By Marvin A. Hokstam:
With its primary industry - tourism - already at the set maximum and its secondary industry - offshore - suffering from internally and externally induced ailments, Anguilla has to dip into its inventiveness to take advantage of its potential. Tourism officials believe they have struck gold with their plans to develop festival tourism and they’re chasing the dream relentlessly. Government has poured more than US$ 1 million into the plans designed to attract tourists in the low season and jump-start the high season. “Festival tourism will give the industry a new thrust,” said Festival Coordinator Fitzroy Tomlinson.
Tomlinson’s and Assistant Festival Coordinator James Connor’s appointments are evident of Anguilla’s dedication towards the dream. “We were hired to fix carnival,” said Tomlinson. A promoter who before produced a private festival, he got involved in Moonsplash -another prime Anguilla event - three years ago, after which he was asked to “do” the Summer Festival in August. He subsequently was hired by the Tourist Board “to develop ideas that would attract tourists.”
The most northerly of the Leeward Islands, Anguilla is known for its laid back atmosphere. Though there is potential to develop tourism into a multi million dollar industry, the island stuck to its decision of 25 years ago to position itself towards the upper end of the tourism market. “And we don’t have the infra-structure to sustain an industry like that,” said Tourism Director Amelia Vanterpool-Kubish. Not only is the number of inhabitants low (12,000, which is much more than 25 years ago), the destination never developed key tourism elements such as attractive shopping and cruise infrastructure. The destination enjoyed a steady average of 100,000 visitors per year, since 1991.

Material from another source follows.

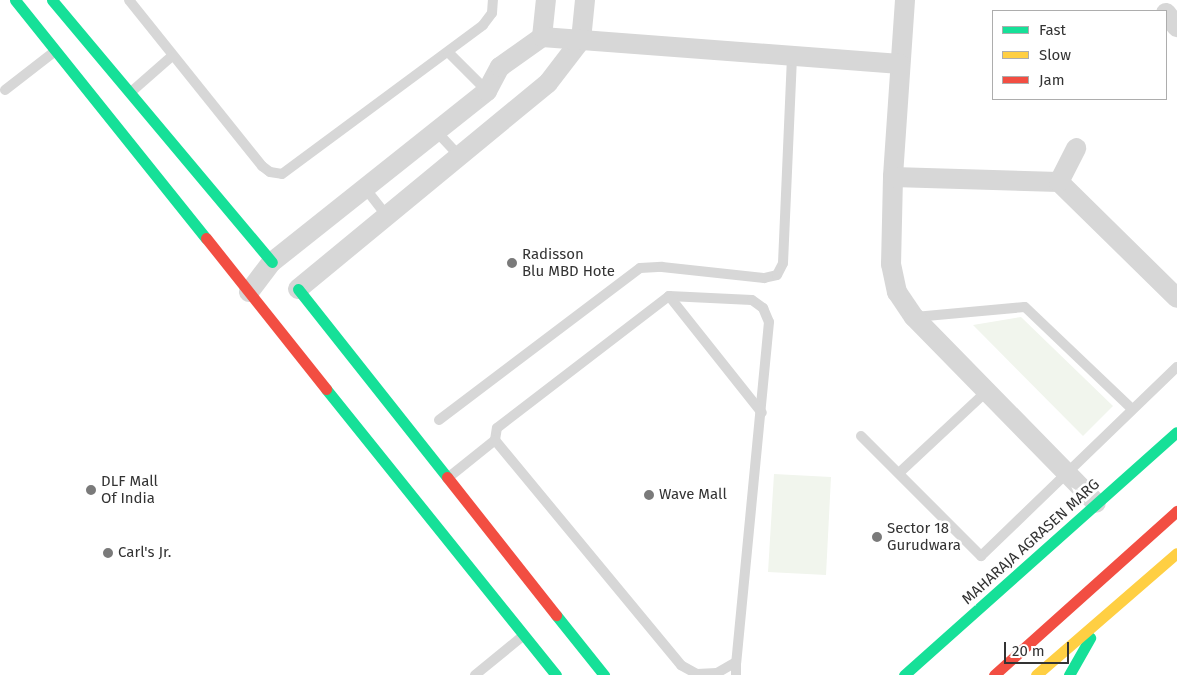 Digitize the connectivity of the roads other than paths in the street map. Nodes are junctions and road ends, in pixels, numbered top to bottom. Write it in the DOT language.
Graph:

“Of course we could do better, but our goal is to keep the island tranquil. We have created the image of being a quiet island and in that respect we complement St. Maarten that’s thriving on cruise tourism. We maintained a certain standard of our hotels and we have beaches, with the advantage that they’re so quiet that people can have a whole stretch of sand to themselves. You will not find that anywhere else,” said Vanterpool-Kubish.
There are projects being developed to take advantage of the potential, but it’s not likely that the island will take it too far. An 18-hole Greg Norman championship golf course is being developed on 275 acres of beach side land and a tennis facility is in the planning to host regional and international championships. Some efforts are being made to attract smaller cruise ships and the Wallblake Airport runway is being extended to catch the market of private jets that now have to park in St. Maarten when they bring high-rollers for Anguilla. Obviously, though the island is cautious, consideration is given to the fact that tourism is the mainstay; that it’s suffering worldwide and that income is no longer an automatic given.
John Benjamin, Chairman of the Tourist Board agreed. He said that with offshore - Anguilla’s secondary industry - now earning less than 2 percent of the island’s income (a drop of 8 percent since external opposition against the industry started in the eighties), attention has to be given to tourism, which now accounts for 60 percent of the GDP. “We’re heavily dependent on tourism. The situation is not gloomy and certainly not as bad as other places, but we are not maximizing our tourism benefits. We can double them,” he said. “There are a number of things that we are doing that we could do better. We need to beautify the place. At the moment guests just stay in the hotels. They never venture out in The Valley. They need to feel comfortable in Cap Juluca and outside.” That, he added, as a matter of fact goes for most Caribbean destinations. “Just take a look at destinations like Orlando.”
Middle and lower income properties must be marketed more, for instance to visitors from the region that generally travel in the off-season. “And we could develop sports tourism. We should organize our annual cycling championships to attract more people from the region to our lower and middle income properties,” he said. And, he added, the bottleneck of visa requirements should be strapped to facilitate Caribbean visitors. “I have spoken to Government about it and senior members agree that it’s a problem. Those barriers should be removed,” said Benjamin. He said he’s fully behind the efforts that are undertaken to boost festival tourism.
“Maybe the festivals will not present direct returns on the investments, but there will be tremendous spill-offs,” said Festival Coordinator Tomlinson. He foresaw that the entire industry would see the benefits from organising events that will bring people to the island when it’s generally slow. “And festivals are a major marketing tool,” said Connor. The festival coordinators say things are looking good already. “American Eagle is one of our major sponsors and they have reported that they got good bookings for early November. Usually they don’t until late November. We’re not sure it’s because of the Jazz Festival, but who knows,” said Tomlinson.
The team got the plans all mapped out. Last November there there was a Jazz festival; summer festival is standard in August. Said Tomlinson: “The festivals will boost tourism. It’s a hard thought to sell, but when we get through with it Anguilla will become known as the laid-back, relaxed island where there’s good fun. And people here will benefit.”